Годунов, кроткий и невластолюбивый, принял
русскую державу вопреки собственному желанию, благочестиво страшась
ответственности и тягот, налагаемых служением государя. Раз за разом отвергал он
все приглашения и просьбы, не остановившись перед двукратным отвержением соборно
выраженного призвания, давши клятву никогда не искать и не принимать престола
царского. Лишь под угрозой отлучения от церкви удалось сонму архиереев принудить
его к принятию венца.
Патриарх Иов, до
последней возможности боровшийся за утверждение на русском престоле законных
государей — Бориса и его сына, Феодора, видя всеобщее безумие,
клятвопреступления и измены, подвергаясь сам насилию и угрозам, был понужден
оставить патриаршество и сослан в Старицкий монастырь.

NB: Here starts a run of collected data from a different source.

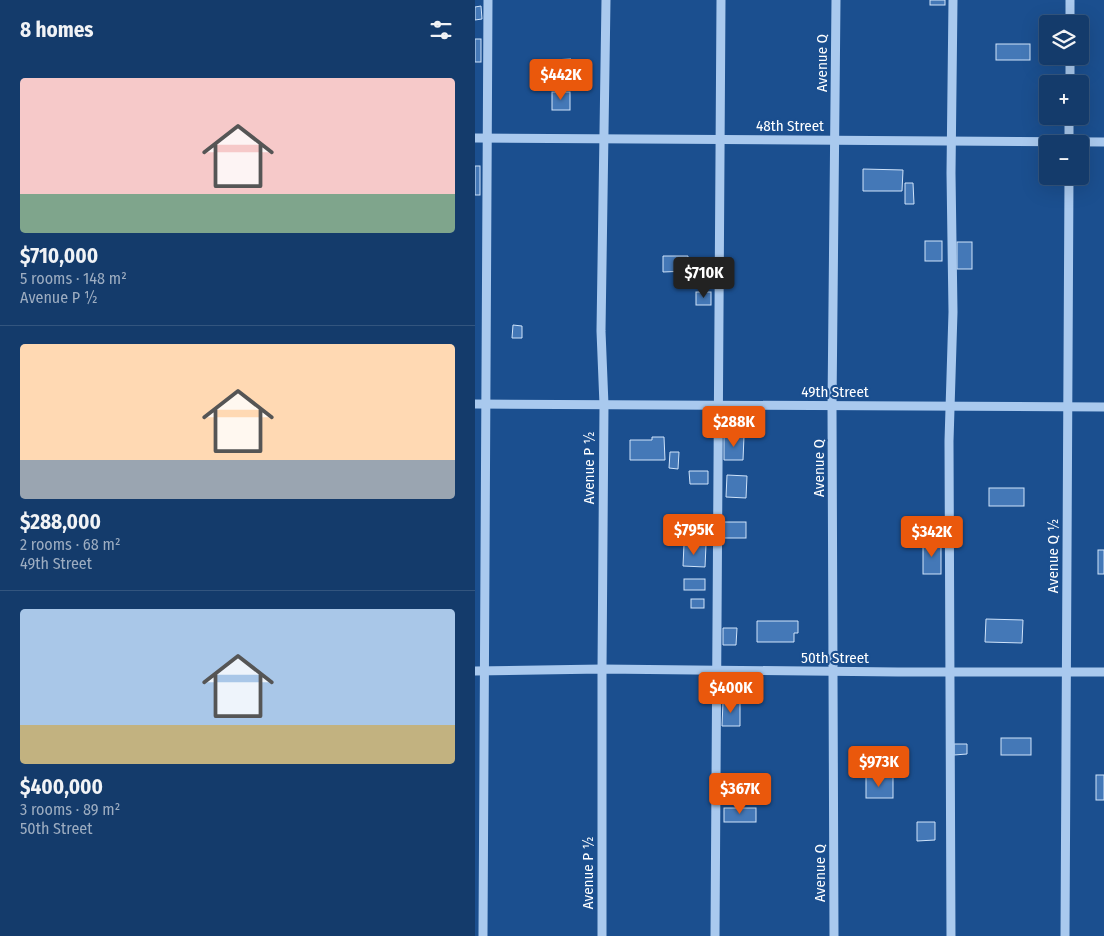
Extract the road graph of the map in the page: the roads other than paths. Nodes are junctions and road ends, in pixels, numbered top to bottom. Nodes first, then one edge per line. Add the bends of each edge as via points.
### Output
1 (488, 0) edge
2 (606, 0) edge
3 (721, 0) edge
4 (836, 0) edge
5 (953, 0) edge
6 (1070, 0) edge
7 (1070, 15) edge
8 (475, 138) edge
9 (487, 138) junction
10 (604, 139) junction
11 (720, 139) junction
12 (835, 139) junction
13 (952, 141) junction
14 (1039, 142) edge
15 (1089, 142) edge
16 (1104, 142) edge
17 (1069, 185) edge
18 (475, 404) edge
19 (486, 404) junction
20 (604, 405) junction
21 (718, 405) junction
22 (832, 406) junction
23 (950, 406) junction
24 (1067, 407) junction
25 (1104, 407) edge
26 (602, 669) junction
27 (480, 671) edge
28 (717, 671) junction
29 (833, 672) junction
30 (950, 672) junction
31 (1066, 672) junction
32 (1104, 672) edge
33 (483, 936) edge
34 (602, 936) edge
35 (715, 936) edge
36 (834, 936) edge
37 (951, 936) edge
38 (1065, 936) edge

1 - 9 street
2 - 10 street, Avenue P ½
3 - 11 street
4 - 12 street, Avenue Q
5 - 13 street
6 - 7 street
8 - 9 street, 48th Street
9 - 10 street, 48th Street
9 - 19 street
10 - 11 street, 48th Street
10 - 20 street, Avenue P ½ via 601,331
11 - 12 street, 48th Street
11 - 21 street
12 - 13 street, 48th Street
12 - 22 street, Avenue Q
13 - 14 street, 48th Street
13 - 23 street
15 - 16 street, 48th Street
17 - 24 street, Avenue Q ½
18 - 19 street, 49th Street
19 - 20 street, 49th Street
19 - 27 street
20 - 21 street, 49th Street
20 - 26 street, Avenue P ½
21 - 22 street, 49th Street
21 - 28 street
22 - 23 street, 49th Street
22 - 29 street, Avenue Q
23 - 24 street, 49th Street
23 - 30 street
24 - 25 street, 49th Street
24 - 31 street, Avenue Q ½
26 - 27 street, 50th Street
26 - 28 street, 50th Street
26 - 34 street, Avenue P ½
27 - 33 street
28 - 29 street, 50th Street
28 - 35 street
29 - 30 street, 50th Street
29 - 36 street, Avenue Q
30 - 31 street, 50th Street
30 - 37 street
31 - 32 street, 50th Street
31 - 38 street, Avenue Q ½

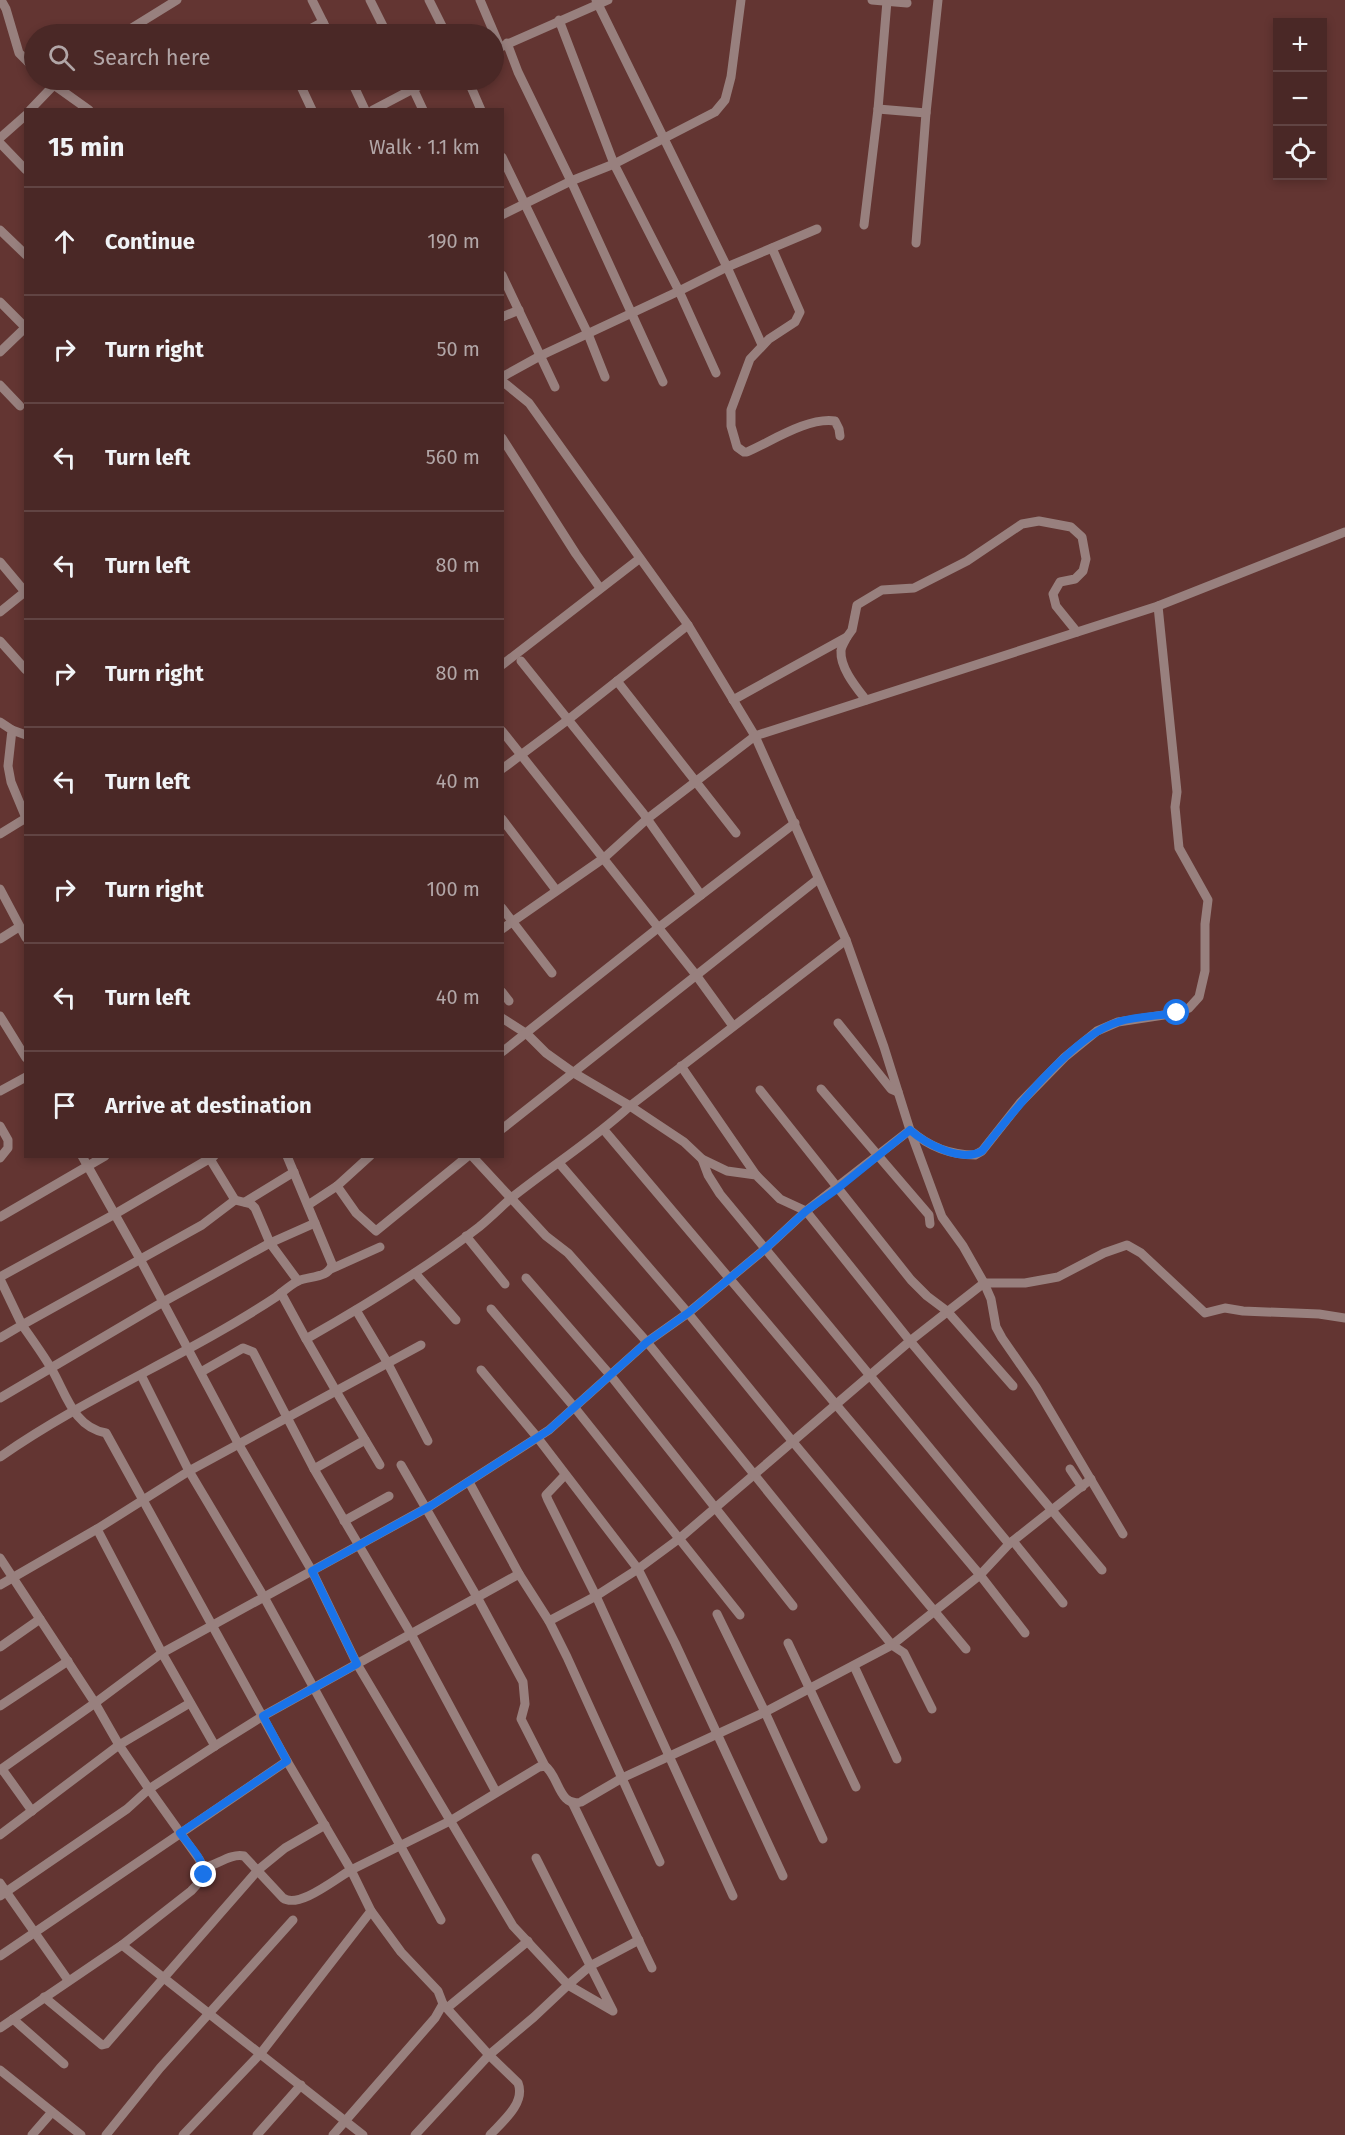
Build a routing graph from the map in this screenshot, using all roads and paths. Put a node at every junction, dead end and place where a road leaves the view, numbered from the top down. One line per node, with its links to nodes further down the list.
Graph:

Что, как не предвидение испытаний и бед,
предстоящих его ближайшим сподвижникам, заставило царя Феодора на смертном одре
столь уклончиво ответить на простой вопрос о престолонаследии, тем более, что в
составленном загодя завещании он недвусмысленно поручал державу супруге?
Завершая праведную жизнь блаженной кончиной, государь подтверждал Божие
смотрение в грядущих испытаниях Руси...
Божьими судьбами злодеяние в Угличе пресекло на Русском престоле род
Рюриковичей, завершив тем самым семивековой период истории, в ходе которого
Россия просветилась Евангельским светом, в скорбях и лишениях выстрадала
понимание своей промыслительной роли, осознанно и свободно приняла эту роль как
всенародное церковное послушание, привела в соответствие с ним все стороны своей
жизни, превратившись из конгломерата языческих племен в Святую Русь, Дом
Пресвятой Богородицы, Вселенское Православное Царство.
Впереди ждали ее новые искушения, соблазны и
страдания — вехи восхождения к Престолу Господню, подножием которого судил ей
стать всемогущий Промысел Божий, по слову Священного Писания: «Грядущего ко Мне
не изжену вон» (Ин. 6:37).
ЛИТЕРАТУРА
1. См. напр. : Голубовский В. О смерти
царевича Димитрия. Публичная лекция, читанная в Киеве 24 февраля 1896 г. —
«Земщина» № 59, 1991
2. Толстой М.В. История русской
Церкви. Издание Валаамского монастыря, 1991, с. 444а.